Exercise brief: An exact transcription of every record is needed, leaving out the pictures.

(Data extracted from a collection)

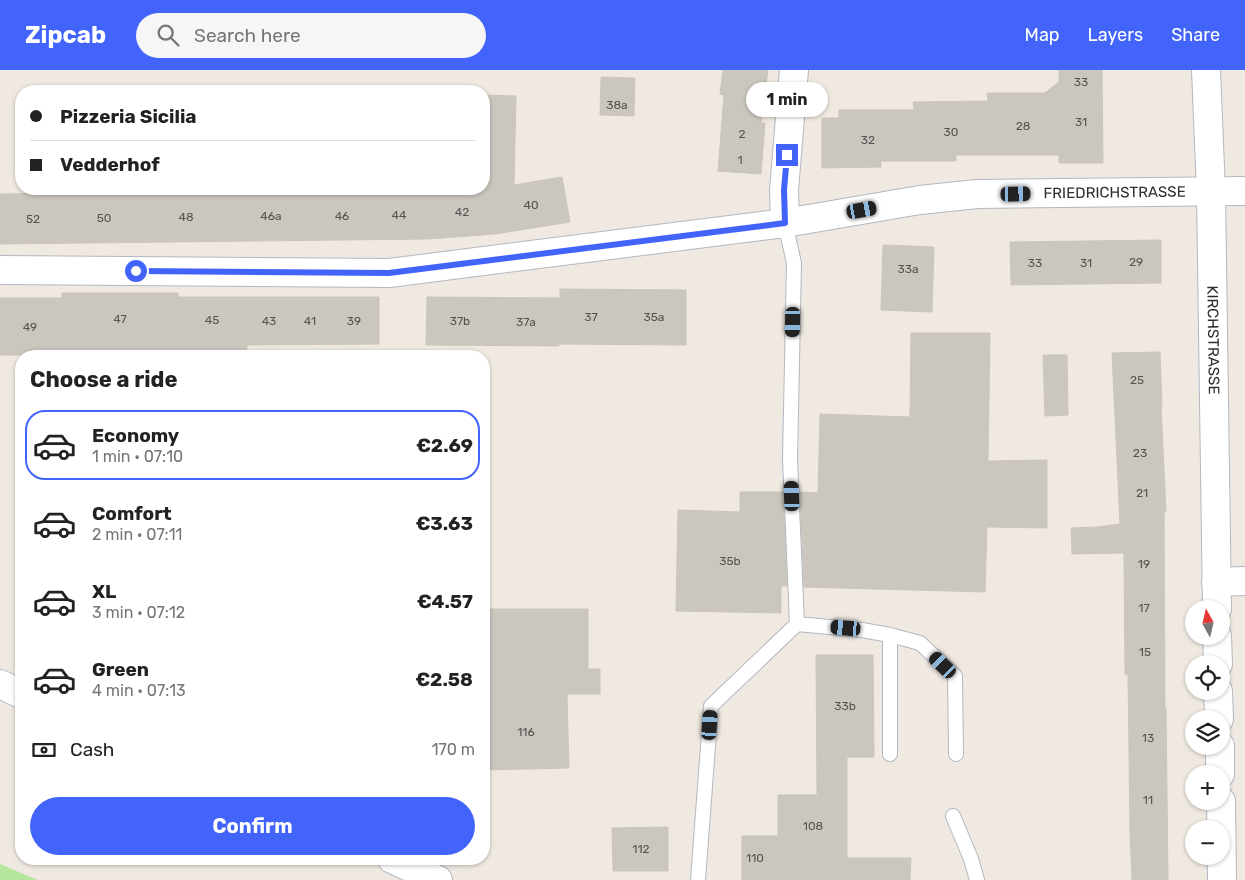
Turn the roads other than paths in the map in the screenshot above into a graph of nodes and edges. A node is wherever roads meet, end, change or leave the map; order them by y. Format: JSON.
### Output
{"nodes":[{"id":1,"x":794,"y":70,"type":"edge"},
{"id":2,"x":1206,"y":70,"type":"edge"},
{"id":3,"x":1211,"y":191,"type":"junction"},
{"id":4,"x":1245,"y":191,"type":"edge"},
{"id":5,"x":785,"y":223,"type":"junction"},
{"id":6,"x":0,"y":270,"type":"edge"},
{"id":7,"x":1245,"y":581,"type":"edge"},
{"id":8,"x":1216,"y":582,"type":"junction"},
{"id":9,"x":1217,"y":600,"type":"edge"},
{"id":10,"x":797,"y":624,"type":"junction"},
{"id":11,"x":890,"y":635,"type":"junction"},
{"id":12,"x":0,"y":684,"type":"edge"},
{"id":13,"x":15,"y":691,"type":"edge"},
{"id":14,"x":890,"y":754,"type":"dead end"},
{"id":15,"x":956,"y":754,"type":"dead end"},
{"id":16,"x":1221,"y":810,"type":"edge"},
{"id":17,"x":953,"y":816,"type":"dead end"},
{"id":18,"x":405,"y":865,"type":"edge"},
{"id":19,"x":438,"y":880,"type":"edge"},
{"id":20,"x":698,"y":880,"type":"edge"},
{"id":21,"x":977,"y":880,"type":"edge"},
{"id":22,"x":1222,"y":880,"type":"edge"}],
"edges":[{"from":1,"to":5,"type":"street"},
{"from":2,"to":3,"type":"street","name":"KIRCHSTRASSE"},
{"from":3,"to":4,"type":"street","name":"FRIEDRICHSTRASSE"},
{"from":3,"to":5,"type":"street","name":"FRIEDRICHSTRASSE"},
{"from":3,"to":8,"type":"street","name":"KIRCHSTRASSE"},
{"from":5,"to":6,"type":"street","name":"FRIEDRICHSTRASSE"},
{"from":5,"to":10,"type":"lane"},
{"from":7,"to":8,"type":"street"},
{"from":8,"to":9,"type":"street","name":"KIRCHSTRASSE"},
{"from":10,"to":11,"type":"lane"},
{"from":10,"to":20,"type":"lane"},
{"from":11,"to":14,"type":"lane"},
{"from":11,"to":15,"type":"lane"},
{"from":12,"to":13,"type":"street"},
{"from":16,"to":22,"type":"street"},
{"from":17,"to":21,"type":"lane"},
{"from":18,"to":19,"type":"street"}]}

Solution:
Turn the roads other than paths in the map in the screenshot above into a graph of nodes and edges. A node is wherever roads meet, end, change or leave the map; order them by y. Format: JSON.
### Output
{"nodes":[{"id":1,"x":794,"y":70,"type":"edge"},
{"id":2,"x":1206,"y":70,"type":"edge"},
{"id":3,"x":1211,"y":191,"type":"junction"},
{"id":4,"x":1245,"y":191,"type":"edge"},
{"id":5,"x":785,"y":223,"type":"junction"},
{"id":6,"x":0,"y":270,"type":"edge"},
{"id":7,"x":1245,"y":581,"type":"edge"},
{"id":8,"x":1216,"y":582,"type":"junction"},
{"id":9,"x":1217,"y":600,"type":"edge"},
{"id":10,"x":797,"y":624,"type":"junction"},
{"id":11,"x":890,"y":635,"type":"junction"},
{"id":12,"x":0,"y":684,"type":"edge"},
{"id":13,"x":15,"y":691,"type":"edge"},
{"id":14,"x":890,"y":754,"type":"dead end"},
{"id":15,"x":956,"y":754,"type":"dead end"},
{"id":16,"x":1221,"y":810,"type":"edge"},
{"id":17,"x":953,"y":816,"type":"dead end"},
{"id":18,"x":405,"y":865,"type":"edge"},
{"id":19,"x":438,"y":880,"type":"edge"},
{"id":20,"x":698,"y":880,"type":"edge"},
{"id":21,"x":977,"y":880,"type":"edge"},
{"id":22,"x":1222,"y":880,"type":"edge"}],
"edges":[{"from":1,"to":5,"type":"street"},
{"from":2,"to":3,"type":"street","name":"KIRCHSTRASSE"},
{"from":3,"to":4,"type":"street","name":"FRIEDRICHSTRASSE"},
{"from":3,"to":5,"type":"street","name":"FRIEDRICHSTRASSE"},
{"from":3,"to":8,"type":"street","name":"KIRCHSTRASSE"},
{"from":5,"to":6,"type":"street","name":"FRIEDRICHSTRASSE"},
{"from":5,"to":10,"type":"lane"},
{"from":7,"to":8,"type":"street"},
{"from":8,"to":9,"type":"street","name":"KIRCHSTRASSE"},
{"from":10,"to":11,"type":"lane"},
{"from":10,"to":20,"type":"lane"},
{"from":11,"to":14,"type":"lane"},
{"from":11,"to":15,"type":"lane"},
{"from":12,"to":13,"type":"street"},
{"from":16,"to":22,"type":"street"},
{"from":17,"to":21,"type":"lane"},
{"from":18,"to":19,"type":"street"}]}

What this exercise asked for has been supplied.